El mal inicio se alimentó también de la declaración del presidente de la República sobre la posibilidad de utilizar la muerte cruzada en caso de que triunfe el candidato de oposición. Con pocas palabras, dejó un mensaje tremendamente preocupante sobre la estabilidad del país. Aunque es de sobra conocido su escaso respeto a los procedimientos democráticos (recordemos los manteles, la metida de mano en la justicia, sus intervenciones en las campañas electorales), sorprende esta declaración porque en ella anuncia claramente la posición que adoptará después de dejar el cargo. Esta no será la del político demócrata que hace oposición leal, sino la del caudillo que tiene la inestabilidad y la incertidumbre como los factores básicos que le permitirán lograr sus objetivos. Su mejor aliado será el diluvio que –así lo anticipa– vendrá después de él. Entonces, no solo podrá sino que deberá regresar a salvar al país que estará naufragando. El mesías abandonará la tranquilidad del retiro y apresurará los tiempos para su retorno.

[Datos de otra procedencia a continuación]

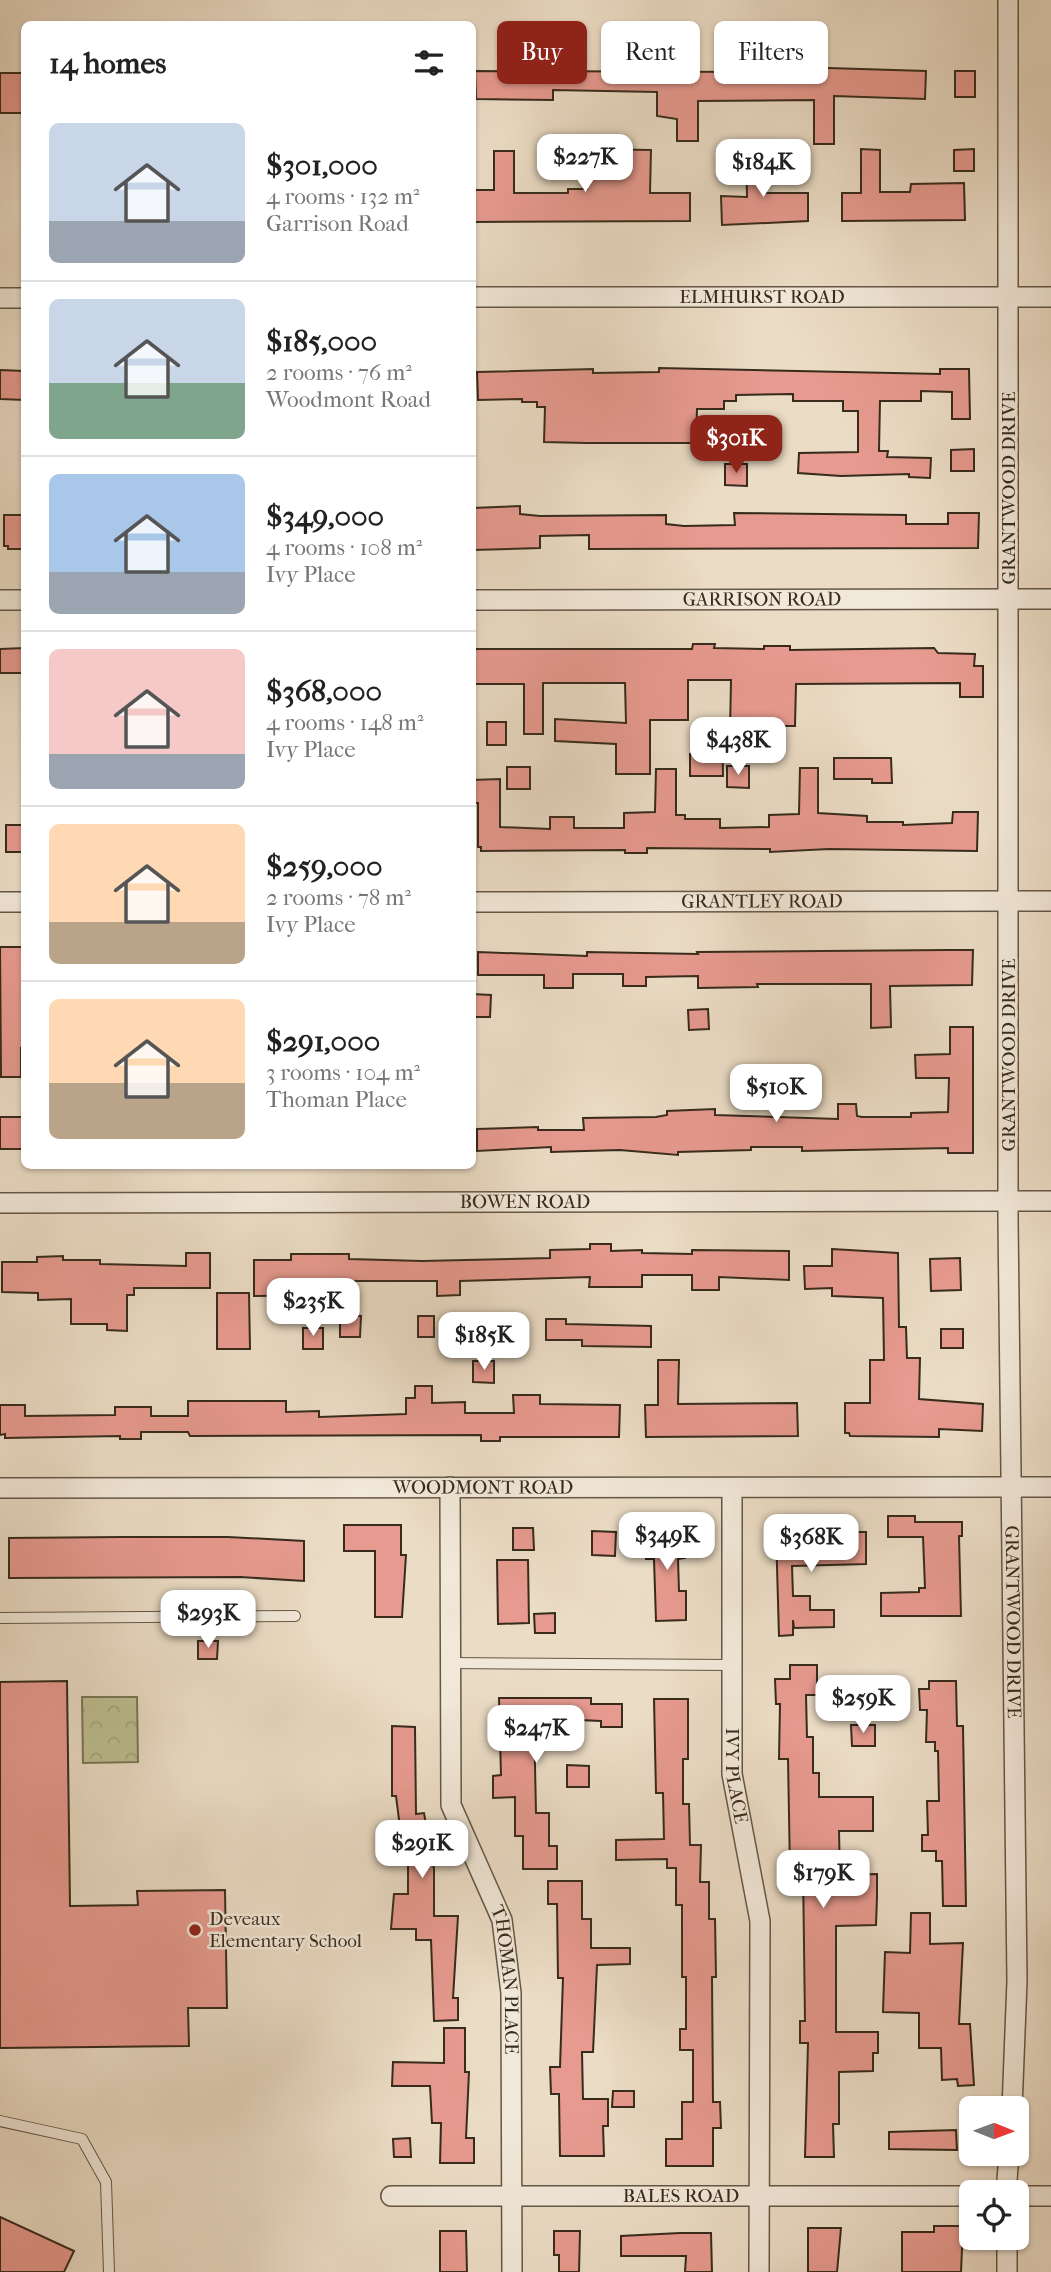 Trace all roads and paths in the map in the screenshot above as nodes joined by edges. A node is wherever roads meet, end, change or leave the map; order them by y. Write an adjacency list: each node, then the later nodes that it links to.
1 (1008, 0): 3 (street, GRANTWOOD DRIVE)
2 (476, 297): 3 (street, ELMHURST ROAD)
3 (1009, 297): 4 (street, ELMHURST ROAD); 11 (street, GRANTWOOD DRIVE)
4 (1051, 297)
5 (0, 298): 6 (street)
6 (21, 298)
7 (1051, 599): 11 (street, GARRISON ROAD)
8 (0, 600): 9 (street)
9 (21, 600)
10 (476, 600): 11 (street, GARRISON ROAD)
11 (1009, 600): 12 (street, GRANTWOOD DRIVE)
12 (1009, 901): 13 (street, GRANTLEY ROAD); 16 (street, GRANTLEY ROAD); 17 (street, GRANTWOOD DRIVE)
13 (1051, 901)
14 (0, 902): 15 (street)
15 (21, 902)
16 (476, 902)
17 (1008, 1200): 18 (street, BOWEN ROAD); 19 (street, BOWEN ROAD); 20 (street, GRANTWOOD DRIVE)
18 (1051, 1201)
19 (0, 1203)
20 (1009, 1487): 21 (street, WOODMONT ROAD); 24 (street, WOODMONT ROAD); 29 (street, GRANTWOOD DRIVE)
21 (1051, 1487)
22 (0, 1488): 23 (street, WOODMONT ROAD)
23 (450, 1488): 24 (street, WOODMONT ROAD); 27 (street, THOMAN PLACE)
24 (732, 1489): 28 (street, IVY PLACE)
25 (295, 1616): 26 (lane)
26 (0, 1618)
27 (450, 1662): 28 (lane); 32 (street, THOMAN PLACE)
28 (732, 1665): 36 (street, IVY PLACE)
29 (1012, 2096)
30 (0, 2121): 38 (lane)
31 (391, 2196): 32 (street, BALES ROAD)
32 (512, 2196): 36 (street, BALES ROAD); 39 (street, THOMAN PLACE)
33 (959, 2196): 36 (street, BALES ROAD)
34 (1029, 2196): 35 (street)
35 (1051, 2196)
36 (759, 2198): 40 (street, IVY PLACE)
37 (1007, 2250): 41 (street)
38 (109, 2272)
39 (512, 2272)
40 (759, 2272)
41 (1007, 2272)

La historia nacional nos enseña que nada de nuevo tiene esa estrategia. La apuesta al fracaso de los oponentes que le han vencido en una batalla ha sido pan de cada día del caudillo de turno. Desde García Moreno hasta Velasco, todos actuaron de esa manera. Su momentáneo alejamiento de la Presidencia servía solamente para erosionar a quien la ocupaba. El más conspicuo en esas lides fue Eloy Alfaro, que después de vencer a los conservadores conspiró contra sus propios compañeros de ideología y de armas. Su presencia se transformó en el factor más negativo para la institucionalización del Estado liberal. Con excepción de Leonidas Plaza, que siempre durmió con un ojo abierto, los otros dos gobiernos de su propio partido cayeron por obra y gracia del caudillo. Sí, se dirá, pero eso fue hace más de un siglo, cuando ni siquiera se pensaba en la democracia. Así es, pero los caudillos son una especie que no evoluciona. (O)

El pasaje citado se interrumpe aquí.